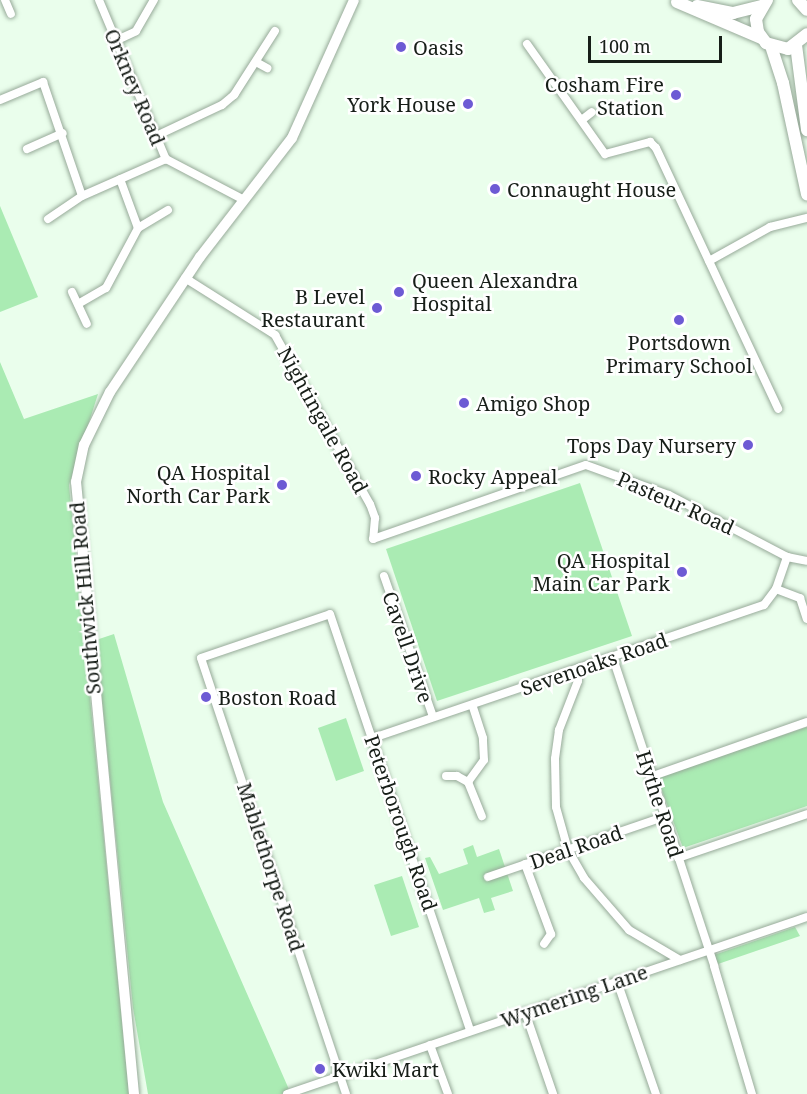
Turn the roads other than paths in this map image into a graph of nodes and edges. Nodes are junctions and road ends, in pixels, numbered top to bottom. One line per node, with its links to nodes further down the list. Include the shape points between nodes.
1 (2, 0): 7 (street)
2 (99, 0): 10 (street, Orkney Road)
3 (154, 0): 10 (street, via 136,31)
4 (354, 0): 27 (main road, Southwick Hill Road, via 292,138)
5 (675, 1): 6 (main road, via 733,13); 11 (main road)
6 (764, 3): 11 (main road, via 756,26)
7 (11, 14)
8 (275, 31): 14 (street)
9 (807, 34): 13 (main road)
10 (115, 41): 21 (street, Orkney Road)
11 (766, 42): 13 (main road); 25 (main road, via 783,82)
12 (527, 45): 18 (street)
13 (796, 45): 19 (main road)
14 (256, 62): 15 (street); 21 (street, via 234,95 222,105)
15 (267, 68)
16 (0, 100): 20 (street, via 43,82)
17 (592, 112): 18 (street)
18 (583, 119): 32 (street, via 605,154 650,142 656,148)
19 (807, 130)
20 (63, 133): 22 (street); 26 (street)
21 (156, 136): 23 (street, Orkney Road)
22 (27, 149)
23 (166, 159): 24 (street); 27 (street, Orkney Road)
24 (120, 180): 26 (street); 31 (street)
25 (807, 194)
26 (82, 196): 30 (street)
27 (244, 200): 33 (main road, Southwick Hill Road)
28 (168, 210): 31 (street)
29 (807, 218): 32 (street, via 770,227)
30 (48, 219)
31 (138, 228): 35 (street, via 106,288)
32 (709, 261): 37 (street)
33 (185, 279): 38 (street, Nightingale Road, via 275,335 370,504 375,518); 71 (main road, Southwick Hill Road, via 110,392 84,445 75,499)
34 (72, 292): 35 (street)
35 (78, 304): 36 (street)
36 (87, 324)
37 (778, 410)
38 (373, 538): 39 (street, Pasteur Road, via 586,465 669,495)
39 (787, 557): 40 (street, Pasteur Road); 42 (street, Sevenoaks Road)
40 (807, 561)
41 (384, 576): 49 (street, Cavell Drive)
42 (776, 589): 43 (street); 46 (street, Sevenoaks Road, via 764,605)
43 (803, 596): 45 (street)
44 (330, 614): 51 (street, Peterborough Road); 70 (street, Mablethorpe Road, via 201,658)
45 (807, 619)
46 (613, 658): 47 (street, Sevenoaks Road); 53 (street, Hythe Road)
47 (577, 670): 48 (street, Sevenoaks Road); 58 (street, via 578,681 559,730 555,759 556,807)
48 (472, 705): 49 (street, Sevenoaks Road); 54 (street, via 483,738 484,760)
49 (433, 717): 51 (street, Sevenoaks Road)
50 (807, 722): 53 (street)
51 (373, 738): 68 (street, Peterborough Road)
52 (446, 776): 54 (street, via 457,776)
53 (650, 777): 57 (street, Hythe Road)
54 (468, 783): 56 (street)
55 (807, 814): 59 (street)
56 (482, 816)
57 (663, 818): 58 (street, Deal Road); 59 (street, Hythe Road)
58 (568, 850): 60 (street, Deal Road); 65 (street, via 591,887 628,930)
59 (678, 858): 64 (street, Hythe Road)
60 (525, 864): 61 (street, Deal Road); 63 (street, via 551,934)
61 (488, 877)
62 (806, 920): 64 (street, Wymering Lane)
63 (543, 944)
64 (709, 951): 65 (street, Wymering Lane); 77 (street, Hythe Road)
65 (680, 960): 66 (street, Wymering Lane)
66 (616, 981): 67 (street, Wymering Lane); 76 (street)
67 (525, 1012): 68 (street, Wymering Lane); 75 (street)
68 (471, 1031): 69 (street, Wymering Lane)
69 (430, 1045): 70 (street, Wymering Lane); 74 (street)
70 (340, 1077): 72 (street, Wymering Lane); 73 (street, Mablethorpe Road)
71 (135, 1094)
72 (287, 1094)
73 (346, 1094)
74 (448, 1094)
75 (554, 1094)
76 (656, 1094)
77 (752, 1094)

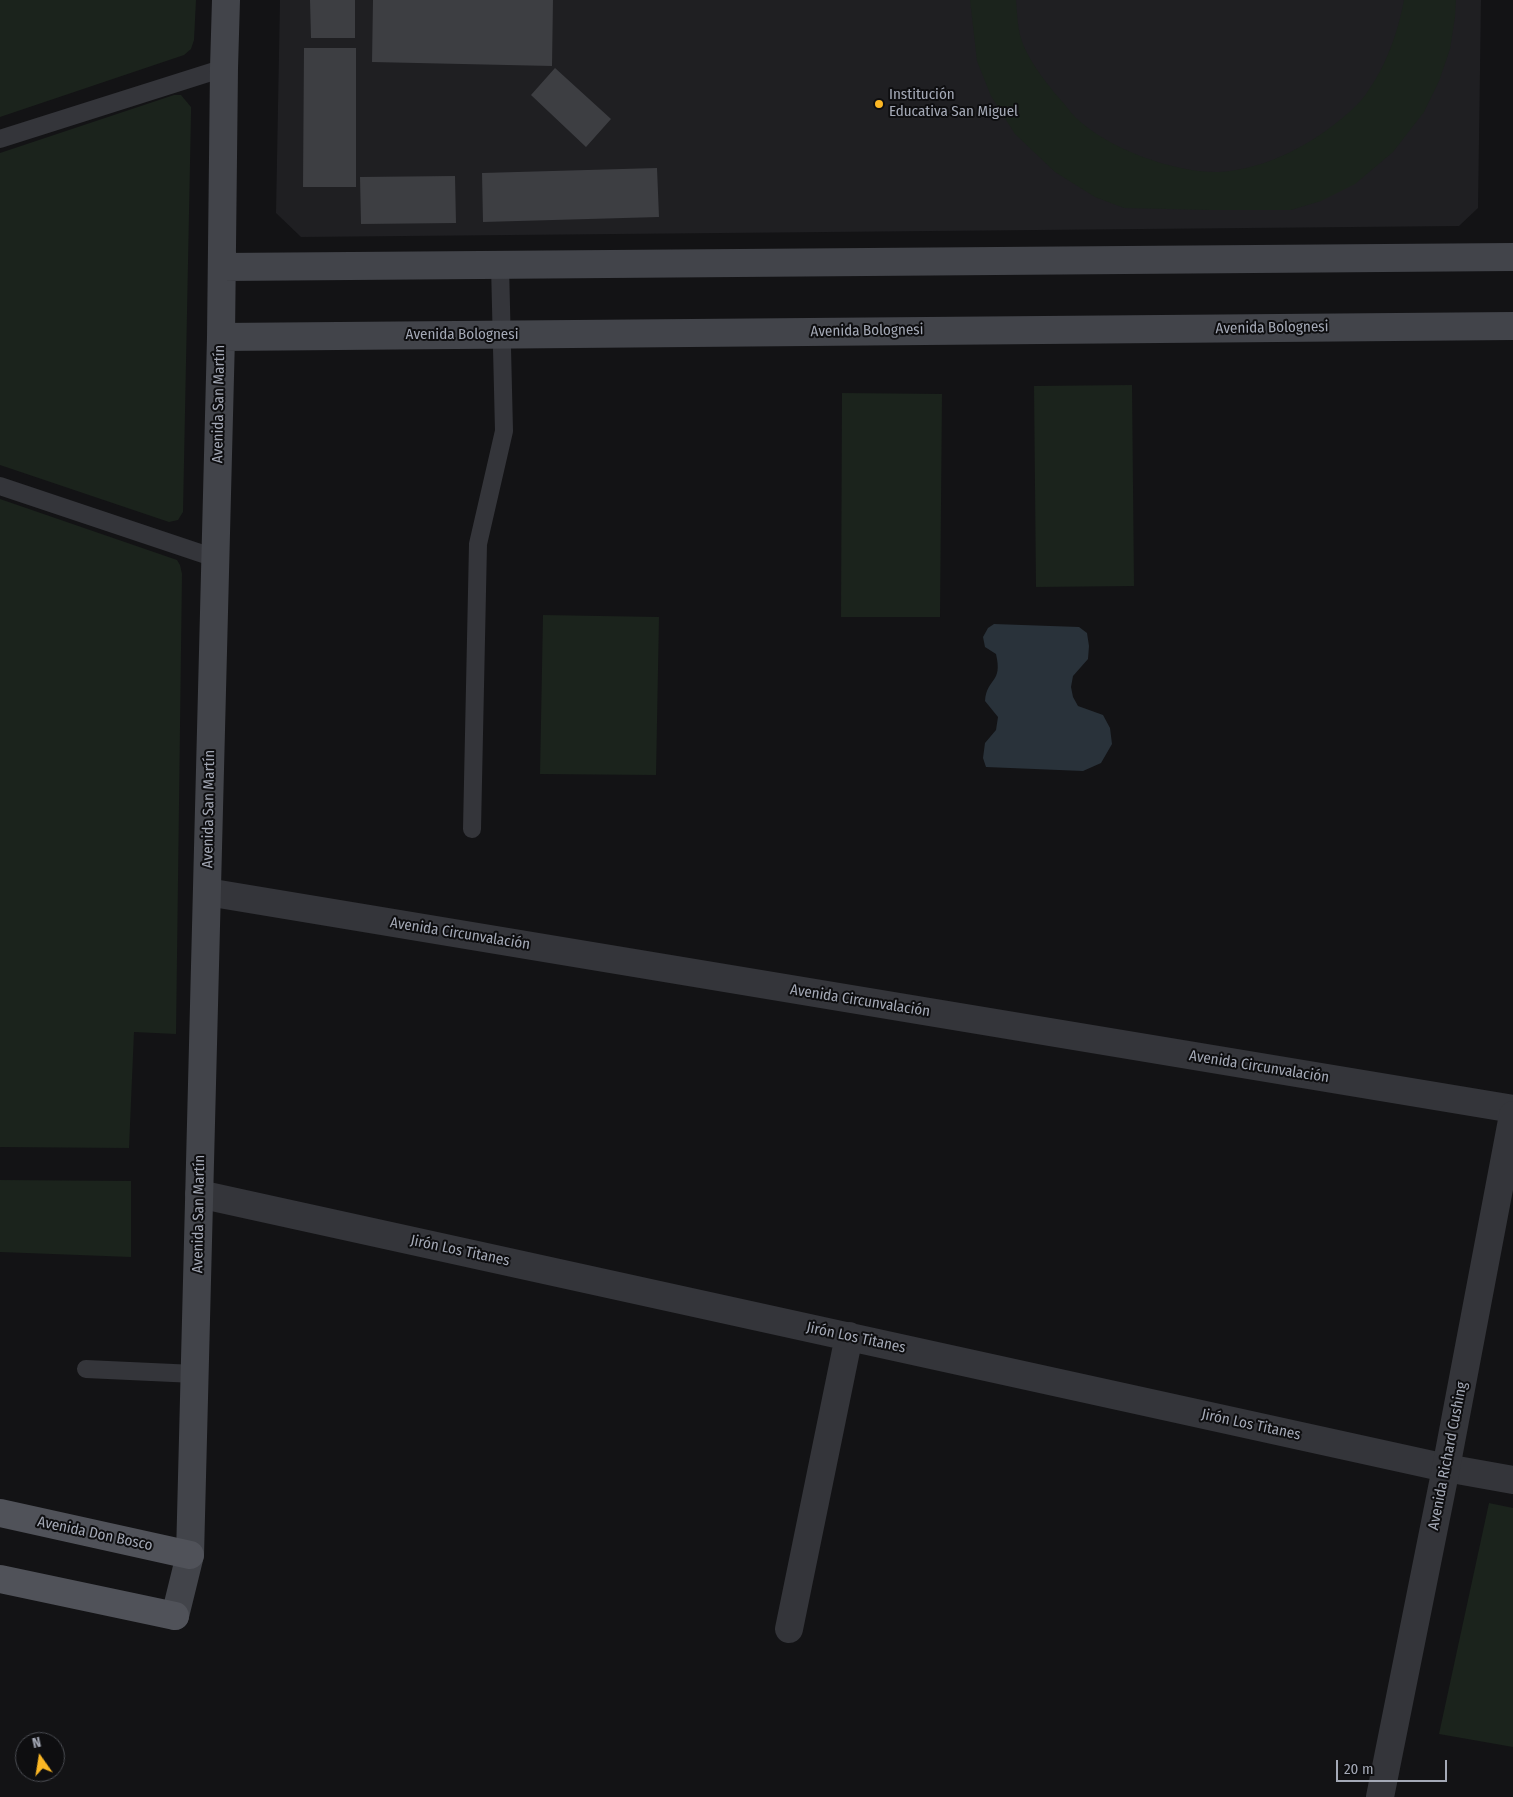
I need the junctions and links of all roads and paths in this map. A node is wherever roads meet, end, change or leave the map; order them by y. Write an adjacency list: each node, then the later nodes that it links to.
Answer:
1 (226, 0): 2 (main road, Avenida San Martín)
2 (224, 68): 3 (lane); 6 (main road, Avenida San Martín)
3 (0, 139)
4 (1513, 257): 5 (main road)
5 (500, 265): 6 (main road); 8 (lane)
6 (222, 267): 9 (main road, Avenida San Martín)
7 (1513, 326): 8 (main road, Avenida Bolognesi)
8 (502, 335): 9 (main road, Avenida Bolognesi); 12 (lane)
9 (221, 337): 11 (main road, Avenida San Martín)
10 (0, 486): 11 (lane)
11 (215, 558): 13 (main road, Avenida San Martín)
12 (472, 829)
13 (207, 892): 14 (street, Avenida Circunvalación); 16 (main road, Avenida San Martín)
14 (1513, 1109)
15 (1513, 1115): 20 (street, Avenida Richard Cushing)
16 (199, 1194): 17 (street, Jirón Los Titanes); 19 (main road, Avenida San Martín)
17 (849, 1336): 20 (street, Jirón Los Titanes); 25 (street)
18 (86, 1369): 19 (lane)
19 (195, 1374): 23 (main road, Avenida San Martín)
20 (1446, 1468): 21 (street, Jirón Los Titanes); 26 (street, Avenida Richard Cushing)
21 (1513, 1480)
22 (0, 1514): 23 (main road, Avenida Don Bosco)
23 (190, 1555): 24 (main road, Avenida San Martín)
24 (0, 1579)
25 (789, 1629)
26 (1380, 1797)

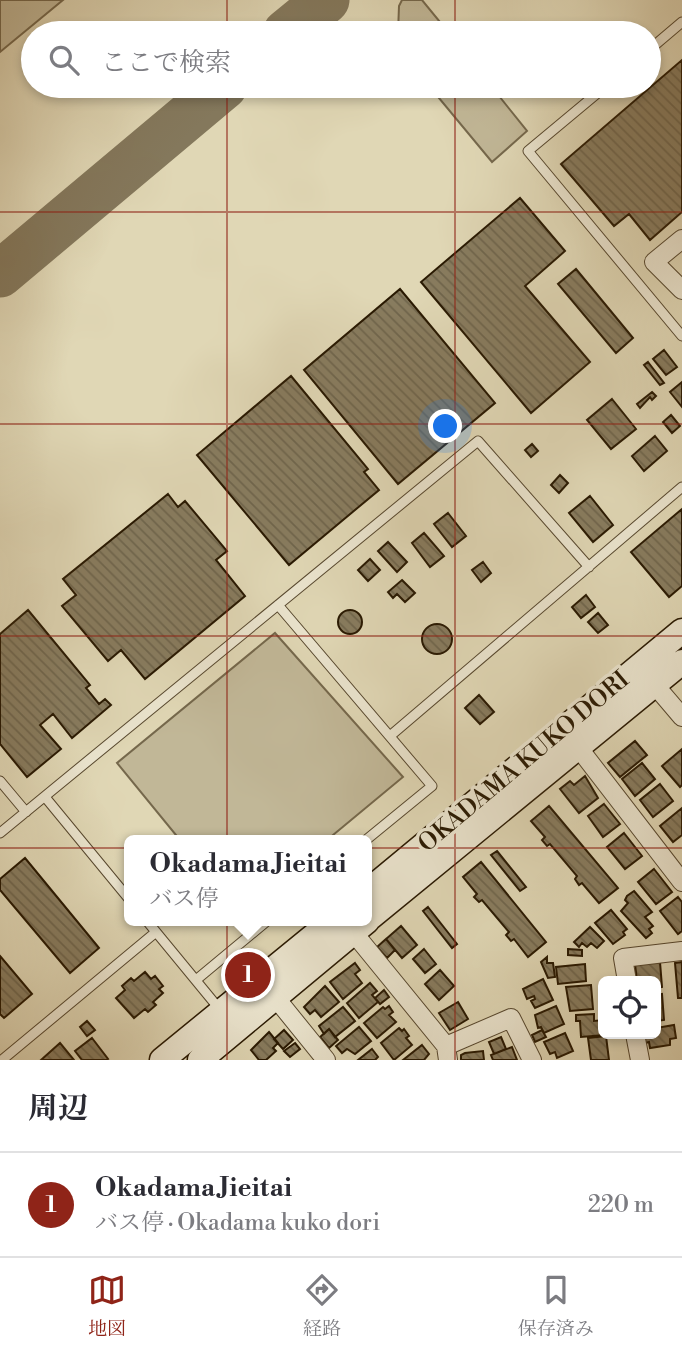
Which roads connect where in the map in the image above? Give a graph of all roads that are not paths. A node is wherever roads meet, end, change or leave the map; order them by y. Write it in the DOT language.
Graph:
graph roads {
  1 [pos="682,22"];
  2 [pos="661,40"];
  3 [pos="592,98"];
  4 [pos="682,239"];
  5 [pos="682,290"];
  6 [pos="682,336"];
  7 [pos="682,487"];
  8 [pos="589,568"];
  9 [pos="278,606"];
  10 [pos="682,631"];
  11 [pos="682,662"];
  12 [pos="647,676"];
  13 [pos="682,717"];
  14 [pos="390,736"];
  15 [pos="571,738"];
  16 [pos="0,781"];
  17 [pos="44,797"];
  18 [pos="26,812"];
  19 [pos="0,833"];
  20 [pos="372,835"];
  21 [pos="682,882"];
  22 [pos="372,888"];
  23 [pos="124,893"];
  24 [pos="372,908"];
  25 [pos="151,926"];
  26 [pos="261,926"];
  27 [pos="351,926"];
  28 [pos="352,926"];
  29 [pos="357,926"];
  30 [pos="156,932"];
  31 [pos="682,951"];
  32 [pos="626,976"];
  33 [pos="195,979"];
  34 [pos="275,998"];
  35 [pos="230,1021"];
  36 [pos="636,1039"];
  37 [pos="447,1053"];
  38 [pos="2,1060"];
  39 [pos="162,1060"];
  40 [pos="200,1060"];
  41 [pos="327,1060"];
  42 [pos="532,1060"];
  43 [pos="640,1060"];
  1 -- 2 [label="lane"];
  3 -- 6 [label="lane"];
  4 -- 5 [label="street"];
  7 -- 8 [label="lane"];
  8 -- 9 [label="lane"];
  8 -- 14 [label="lane"];
  9 -- 14 [label="lane"];
  9 -- 17 [label="lane"];
  10 -- 12 [label="main road, OKADAMA KUKO DORI"];
  11 -- 12 [label="main road, OKADAMA KUKO DORI"];
  12 -- 13 [label="street"];
  12 -- 15 [label="main road, OKADAMA KUKO DORI"];
  14 -- 20 [label="lane"];
  15 -- 21 [label="street"];
  15 -- 22 [label="main road, OKADAMA KUKO DORI"];
  15 -- 24 [label="main road, OKADAMA KUKO DORI"];
  16 -- 18 [label="lane"];
  17 -- 18 [label="lane"];
  17 -- 23 [label="lane"];
  18 -- 19 [label="lane"];
  25 -- 30 [label="lane"];
  26 -- 33 [label="lane"];
  27 -- 35 [label="main road, OKADAMA KUKO DORI"];
  28 -- 34 [label="main road, OKADAMA KUKO DORI"];
  29 -- 37 [label="street"];
  30 -- 33 [label="lane"];
  30 -- 38 [label="lane"];
  31 -- 32 [label="street"];
  33 -- 35 [label="lane"];
  34 -- 35 [label="main road, OKADAMA KUKO DORI"];
  34 -- 41 [label="street"];
  35 -- 39 [label="main road, OKADAMA KUKO DORI"];
  35 -- 40 [label="main road, OKADAMA KUKO DORI"];
  36 -- 43 [label="street"];
  37 -- 42 [label="street"];
}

- - - - -

> [WORK TO COMPLETE] The answer is a single number: how many lines in the data above hold the string "that".

> [SOLVED EXERCISE] 2